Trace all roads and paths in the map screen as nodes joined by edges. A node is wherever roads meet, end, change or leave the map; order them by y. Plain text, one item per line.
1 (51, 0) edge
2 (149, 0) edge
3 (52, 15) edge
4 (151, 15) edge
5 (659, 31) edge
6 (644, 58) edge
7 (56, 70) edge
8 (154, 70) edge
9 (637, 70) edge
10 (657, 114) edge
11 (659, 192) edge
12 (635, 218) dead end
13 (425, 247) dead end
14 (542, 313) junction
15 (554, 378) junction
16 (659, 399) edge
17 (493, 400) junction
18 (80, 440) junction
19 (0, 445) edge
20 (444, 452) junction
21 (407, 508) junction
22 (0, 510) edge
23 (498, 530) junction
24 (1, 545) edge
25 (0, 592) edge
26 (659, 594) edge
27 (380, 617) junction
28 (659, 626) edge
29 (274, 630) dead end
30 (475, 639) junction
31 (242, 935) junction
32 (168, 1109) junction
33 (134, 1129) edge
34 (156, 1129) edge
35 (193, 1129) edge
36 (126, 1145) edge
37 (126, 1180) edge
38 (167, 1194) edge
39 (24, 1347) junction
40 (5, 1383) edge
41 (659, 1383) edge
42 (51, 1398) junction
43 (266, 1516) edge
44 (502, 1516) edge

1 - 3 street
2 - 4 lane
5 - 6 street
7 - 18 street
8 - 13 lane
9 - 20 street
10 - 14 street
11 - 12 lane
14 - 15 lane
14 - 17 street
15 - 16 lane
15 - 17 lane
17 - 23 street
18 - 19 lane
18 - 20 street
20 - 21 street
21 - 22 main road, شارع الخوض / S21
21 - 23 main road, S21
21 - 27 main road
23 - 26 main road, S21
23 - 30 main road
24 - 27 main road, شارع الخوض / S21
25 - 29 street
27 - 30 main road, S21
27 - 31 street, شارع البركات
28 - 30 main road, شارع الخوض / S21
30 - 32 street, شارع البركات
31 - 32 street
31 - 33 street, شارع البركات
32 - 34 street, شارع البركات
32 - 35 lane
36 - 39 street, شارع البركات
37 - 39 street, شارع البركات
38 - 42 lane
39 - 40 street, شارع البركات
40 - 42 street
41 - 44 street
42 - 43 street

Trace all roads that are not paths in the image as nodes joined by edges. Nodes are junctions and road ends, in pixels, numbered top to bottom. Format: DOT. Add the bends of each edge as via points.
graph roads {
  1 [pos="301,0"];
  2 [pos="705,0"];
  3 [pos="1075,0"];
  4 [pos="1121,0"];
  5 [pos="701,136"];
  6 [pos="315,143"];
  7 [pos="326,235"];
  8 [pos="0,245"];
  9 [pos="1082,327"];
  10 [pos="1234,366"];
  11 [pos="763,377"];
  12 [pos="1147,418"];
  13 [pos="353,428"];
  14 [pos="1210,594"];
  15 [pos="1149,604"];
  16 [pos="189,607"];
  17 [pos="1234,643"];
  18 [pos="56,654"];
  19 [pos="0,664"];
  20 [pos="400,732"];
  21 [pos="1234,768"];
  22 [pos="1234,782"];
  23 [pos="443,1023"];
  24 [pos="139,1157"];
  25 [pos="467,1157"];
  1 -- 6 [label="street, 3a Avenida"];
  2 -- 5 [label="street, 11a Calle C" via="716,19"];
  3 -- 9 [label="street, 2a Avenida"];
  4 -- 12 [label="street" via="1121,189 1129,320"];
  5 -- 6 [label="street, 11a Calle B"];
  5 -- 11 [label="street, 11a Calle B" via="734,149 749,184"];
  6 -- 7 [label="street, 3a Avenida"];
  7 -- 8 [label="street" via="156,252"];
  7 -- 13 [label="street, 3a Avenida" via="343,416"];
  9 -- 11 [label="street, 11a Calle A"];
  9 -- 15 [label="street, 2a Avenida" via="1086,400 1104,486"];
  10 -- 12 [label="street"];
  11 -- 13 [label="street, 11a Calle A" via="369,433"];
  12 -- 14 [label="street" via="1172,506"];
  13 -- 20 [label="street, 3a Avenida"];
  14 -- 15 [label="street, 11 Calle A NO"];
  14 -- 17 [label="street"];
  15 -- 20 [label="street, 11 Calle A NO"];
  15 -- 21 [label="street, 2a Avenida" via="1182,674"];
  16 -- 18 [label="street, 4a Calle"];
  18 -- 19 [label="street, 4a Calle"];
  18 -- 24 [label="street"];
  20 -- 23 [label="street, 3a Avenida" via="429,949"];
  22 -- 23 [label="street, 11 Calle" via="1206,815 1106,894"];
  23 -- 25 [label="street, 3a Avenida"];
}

Exercise objective: Write every entry out again exactly.

Solution to the problem:
Trace all roads and paths in the map screen as nodes joined by edges. A node is wherever roads meet, end, change or leave the map; order them by y. Plain text, one item per line.
1 (51, 0) edge
2 (149, 0) edge
3 (52, 15) edge
4 (151, 15) edge
5 (659, 31) edge
6 (644, 58) edge
7 (56, 70) edge
8 (154, 70) edge
9 (637, 70) edge
10 (657, 114) edge
11 (659, 192) edge
12 (635, 218) dead end
13 (425, 247) dead end
14 (542, 313) junction
15 (554, 378) junction
16 (659, 399) edge
17 (493, 400) junction
18 (80, 440) junction
19 (0, 445) edge
20 (444, 452) junction
21 (407, 508) junction
22 (0, 510) edge
23 (498, 530) junction
24 (1, 545) edge
25 (0, 592) edge
26 (659, 594) edge
27 (380, 617) junction
28 (659, 626) edge
29 (274, 630) dead end
30 (475, 639) junction
31 (242, 935) junction
32 (168, 1109) junction
33 (134, 1129) edge
34 (156, 1129) edge
35 (193, 1129) edge
36 (126, 1145) edge
37 (126, 1180) edge
38 (167, 1194) edge
39 (24, 1347) junction
40 (5, 1383) edge
41 (659, 1383) edge
42 (51, 1398) junction
43 (266, 1516) edge
44 (502, 1516) edge

1 - 3 street
2 - 4 lane
5 - 6 street
7 - 18 street
8 - 13 lane
9 - 20 street
10 - 14 street
11 - 12 lane
14 - 15 lane
14 - 17 street
15 - 16 lane
15 - 17 lane
17 - 23 street
18 - 19 lane
18 - 20 street
20 - 21 street
21 - 22 main road, شارع الخوض / S21
21 - 23 main road, S21
21 - 27 main road
23 - 26 main road, S21
23 - 30 main road
24 - 27 main road, شارع الخوض / S21
25 - 29 street
27 - 30 main road, S21
27 - 31 street, شارع البركات
28 - 30 main road, شارع الخوض / S21
30 - 32 street, شارع البركات
31 - 32 street
31 - 33 street, شارع البركات
32 - 34 street, شارع البركات
32 - 35 lane
36 - 39 street, شارع البركات
37 - 39 street, شارع البركات
38 - 42 lane
39 - 40 street, شارع البركات
40 - 42 street
41 - 44 street
42 - 43 street

Trace all roads that are not paths in the image as nodes joined by edges. Nodes are junctions and road ends, in pixels, numbered top to bottom. Format: DOT. Add the bends of each edge as via points.
graph roads {
  1 [pos="301,0"];
  2 [pos="705,0"];
  3 [pos="1075,0"];
  4 [pos="1121,0"];
  5 [pos="701,136"];
  6 [pos="315,143"];
  7 [pos="326,235"];
  8 [pos="0,245"];
  9 [pos="1082,327"];
  10 [pos="1234,366"];
  11 [pos="763,377"];
  12 [pos="1147,418"];
  13 [pos="353,428"];
  14 [pos="1210,594"];
  15 [pos="1149,604"];
  16 [pos="189,607"];
  17 [pos="1234,643"];
  18 [pos="56,654"];
  19 [pos="0,664"];
  20 [pos="400,732"];
  21 [pos="1234,768"];
  22 [pos="1234,782"];
  23 [pos="443,1023"];
  24 [pos="139,1157"];
  25 [pos="467,1157"];
  1 -- 6 [label="street, 3a Avenida"];
  2 -- 5 [label="street, 11a Calle C" via="716,19"];
  3 -- 9 [label="street, 2a Avenida"];
  4 -- 12 [label="street" via="1121,189 1129,320"];
  5 -- 6 [label="street, 11a Calle B"];
  5 -- 11 [label="street, 11a Calle B" via="734,149 749,184"];
  6 -- 7 [label="street, 3a Avenida"];
  7 -- 8 [label="street" via="156,252"];
  7 -- 13 [label="street, 3a Avenida" via="343,416"];
  9 -- 11 [label="street, 11a Calle A"];
  9 -- 15 [label="street, 2a Avenida" via="1086,400 1104,486"];
  10 -- 12 [label="street"];
  11 -- 13 [label="street, 11a Calle A" via="369,433"];
  12 -- 14 [label="street" via="1172,506"];
  13 -- 20 [label="street, 3a Avenida"];
  14 -- 15 [label="street, 11 Calle A NO"];
  14 -- 17 [label="street"];
  15 -- 20 [label="street, 11 Calle A NO"];
  15 -- 21 [label="street, 2a Avenida" via="1182,674"];
  16 -- 18 [label="street, 4a Calle"];
  18 -- 19 [label="street, 4a Calle"];
  18 -- 24 [label="street"];
  20 -- 23 [label="street, 3a Avenida" via="429,949"];
  22 -- 23 [label="street, 11 Calle" via="1206,815 1106,894"];
  23 -- 25 [label="street, 3a Avenida"];
}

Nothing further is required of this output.